On a more positive note, the film actually starts with a lot of promise. The X-Men are sent into space to save a NASA mission gone awry, and Kinberg wrings a lot of tension out of the daring teleportation rescue that ensues. Meanwhile James McAvoy’s Professor X is set up with a major character flaw that has existed in the comics but always been absent from the wise, do-gooding Charles Xavier of the movies: he has developed a harmful ego. For the first time, we are seeing the X-Men leader willing to be reckless in order to be celebrated as a hero. It puts an interesting lens on the character and makes for a compelling theme: Is it more important for mutants to be seen as a force for good than it is to keep them safe from harm? Should they have to be willing to sacrifice themselves just to be accepted? These are very difficult questions to answer, so you can almost appreciate Kinberg’s complete avoidance of any attempt to do so.
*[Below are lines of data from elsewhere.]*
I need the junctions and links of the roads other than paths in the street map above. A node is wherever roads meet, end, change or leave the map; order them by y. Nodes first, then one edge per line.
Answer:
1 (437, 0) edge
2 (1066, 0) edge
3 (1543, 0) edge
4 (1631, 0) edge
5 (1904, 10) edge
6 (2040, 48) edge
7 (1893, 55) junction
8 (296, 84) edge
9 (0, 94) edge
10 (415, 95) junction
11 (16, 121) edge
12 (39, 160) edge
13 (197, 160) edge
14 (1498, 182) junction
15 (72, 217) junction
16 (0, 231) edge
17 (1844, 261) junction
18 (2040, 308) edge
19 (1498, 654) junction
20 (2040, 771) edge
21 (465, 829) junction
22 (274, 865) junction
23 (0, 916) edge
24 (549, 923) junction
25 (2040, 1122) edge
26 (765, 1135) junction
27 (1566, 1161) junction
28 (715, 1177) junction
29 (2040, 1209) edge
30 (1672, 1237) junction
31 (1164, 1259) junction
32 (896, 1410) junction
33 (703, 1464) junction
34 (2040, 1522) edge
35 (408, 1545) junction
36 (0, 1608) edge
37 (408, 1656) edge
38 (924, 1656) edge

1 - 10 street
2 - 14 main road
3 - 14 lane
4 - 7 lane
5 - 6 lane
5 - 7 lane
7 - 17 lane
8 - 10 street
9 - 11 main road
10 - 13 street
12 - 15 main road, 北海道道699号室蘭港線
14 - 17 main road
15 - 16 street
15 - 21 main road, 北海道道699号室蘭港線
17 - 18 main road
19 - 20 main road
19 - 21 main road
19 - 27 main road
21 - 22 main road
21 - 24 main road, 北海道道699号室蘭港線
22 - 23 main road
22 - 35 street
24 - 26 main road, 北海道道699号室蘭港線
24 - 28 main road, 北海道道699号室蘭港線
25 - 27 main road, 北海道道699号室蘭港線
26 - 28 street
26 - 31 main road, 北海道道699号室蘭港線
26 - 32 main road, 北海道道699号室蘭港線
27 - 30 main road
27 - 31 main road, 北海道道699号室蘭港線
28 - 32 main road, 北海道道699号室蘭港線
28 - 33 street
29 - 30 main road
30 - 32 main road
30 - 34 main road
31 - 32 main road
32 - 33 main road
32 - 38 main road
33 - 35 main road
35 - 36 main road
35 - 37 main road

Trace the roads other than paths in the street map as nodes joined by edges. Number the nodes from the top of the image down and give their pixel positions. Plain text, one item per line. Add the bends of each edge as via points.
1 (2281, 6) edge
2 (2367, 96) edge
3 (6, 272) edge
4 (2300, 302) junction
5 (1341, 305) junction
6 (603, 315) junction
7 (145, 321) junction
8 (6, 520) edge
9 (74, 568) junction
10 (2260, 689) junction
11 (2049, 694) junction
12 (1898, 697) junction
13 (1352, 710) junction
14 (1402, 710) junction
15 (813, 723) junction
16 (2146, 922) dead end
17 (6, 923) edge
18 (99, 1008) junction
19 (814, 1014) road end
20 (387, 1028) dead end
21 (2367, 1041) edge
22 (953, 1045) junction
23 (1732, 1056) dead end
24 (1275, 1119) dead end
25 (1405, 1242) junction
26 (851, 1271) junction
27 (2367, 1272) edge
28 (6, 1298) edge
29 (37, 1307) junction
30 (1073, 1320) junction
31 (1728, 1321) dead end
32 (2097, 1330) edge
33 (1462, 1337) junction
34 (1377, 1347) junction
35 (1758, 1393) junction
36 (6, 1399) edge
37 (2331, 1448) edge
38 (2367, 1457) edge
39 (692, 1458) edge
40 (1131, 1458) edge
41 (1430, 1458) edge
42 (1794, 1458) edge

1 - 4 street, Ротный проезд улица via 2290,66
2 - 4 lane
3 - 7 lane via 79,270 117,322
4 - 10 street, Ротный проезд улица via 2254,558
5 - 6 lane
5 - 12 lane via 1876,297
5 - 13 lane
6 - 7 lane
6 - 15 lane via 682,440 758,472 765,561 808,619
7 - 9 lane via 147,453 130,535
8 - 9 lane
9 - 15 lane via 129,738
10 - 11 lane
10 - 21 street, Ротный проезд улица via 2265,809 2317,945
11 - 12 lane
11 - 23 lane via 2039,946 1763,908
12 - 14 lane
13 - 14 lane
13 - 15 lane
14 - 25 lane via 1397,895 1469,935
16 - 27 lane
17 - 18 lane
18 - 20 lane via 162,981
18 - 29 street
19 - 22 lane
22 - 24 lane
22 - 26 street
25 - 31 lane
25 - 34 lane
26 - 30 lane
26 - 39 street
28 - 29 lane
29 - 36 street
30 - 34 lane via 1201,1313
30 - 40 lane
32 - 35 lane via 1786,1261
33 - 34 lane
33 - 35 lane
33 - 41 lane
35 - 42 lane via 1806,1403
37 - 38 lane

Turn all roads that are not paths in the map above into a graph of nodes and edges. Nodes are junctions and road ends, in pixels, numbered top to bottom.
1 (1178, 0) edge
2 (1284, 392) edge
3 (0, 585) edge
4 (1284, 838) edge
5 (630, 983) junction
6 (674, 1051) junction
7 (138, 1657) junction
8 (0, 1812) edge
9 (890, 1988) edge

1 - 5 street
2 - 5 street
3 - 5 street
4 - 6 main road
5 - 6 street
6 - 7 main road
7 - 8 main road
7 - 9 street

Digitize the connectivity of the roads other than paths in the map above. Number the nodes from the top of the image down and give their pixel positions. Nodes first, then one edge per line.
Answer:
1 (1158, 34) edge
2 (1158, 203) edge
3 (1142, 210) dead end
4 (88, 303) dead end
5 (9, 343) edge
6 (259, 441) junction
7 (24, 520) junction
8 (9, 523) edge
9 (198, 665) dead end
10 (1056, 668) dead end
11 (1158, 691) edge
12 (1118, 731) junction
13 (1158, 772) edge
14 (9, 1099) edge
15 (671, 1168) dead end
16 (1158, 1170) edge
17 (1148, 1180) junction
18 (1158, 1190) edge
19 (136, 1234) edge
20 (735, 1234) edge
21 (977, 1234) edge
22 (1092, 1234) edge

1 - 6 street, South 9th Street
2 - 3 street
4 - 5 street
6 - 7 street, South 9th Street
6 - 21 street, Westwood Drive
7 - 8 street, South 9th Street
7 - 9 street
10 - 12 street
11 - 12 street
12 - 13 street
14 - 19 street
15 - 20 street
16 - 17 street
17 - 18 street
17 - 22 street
In particular, almost every action set-piece takes place with very little actual action. Most of them are built around characters fighting each other with evenly-matched powers that they control with their minds, leading to stretched out sequences of people just straining really loudly while things crash around them. There’s a whole scene dedicated to Sophie Turner’s Jean Grey and Michael Fassbender’s Magneto trying to take control of a helicopter from each other using just the power of outstretched arms and bulging neck muscles. It’s at times like these that you realise why these films really miss the snikt of a good Wolverine.

The film does at least put to rest one upfront concern: Sophie Turner is actually a far better actress than most would give her credit for at this stage, and she ends up being perfectly capable of carrying the majority weight of this blockbuster movie, albeit in what is just the largest role of an ensemble cast. Her portrayal of Jean Grey has layers of sensitivity and fragility where required, before resorting to the full-blown rage that the film’s frequent inaction scenes demand.
It’s not enough to grab attention though, and the upshot is that we have a film acting as the last in the franchise, but doing so without any sense of ceremony. It’s a middle-tier movie that tails behind the rest of the herd, and it’s easy to see why it’s been so easily picked-off and attacked by critics. Not because it’s the worst, but because it does nothing of worth. If this film were a mutant superpower, it wouldn’t be telekinesis or invincibility; it would be whatever it was that Will.i.am did in the first Wolverine movie. In the evolutionary stakes, it’s the pinky toe of the X-Men films. Coming at the end of a once-great film property, it turns out that this un-X-ceptional closing chapter is actually just an appendix.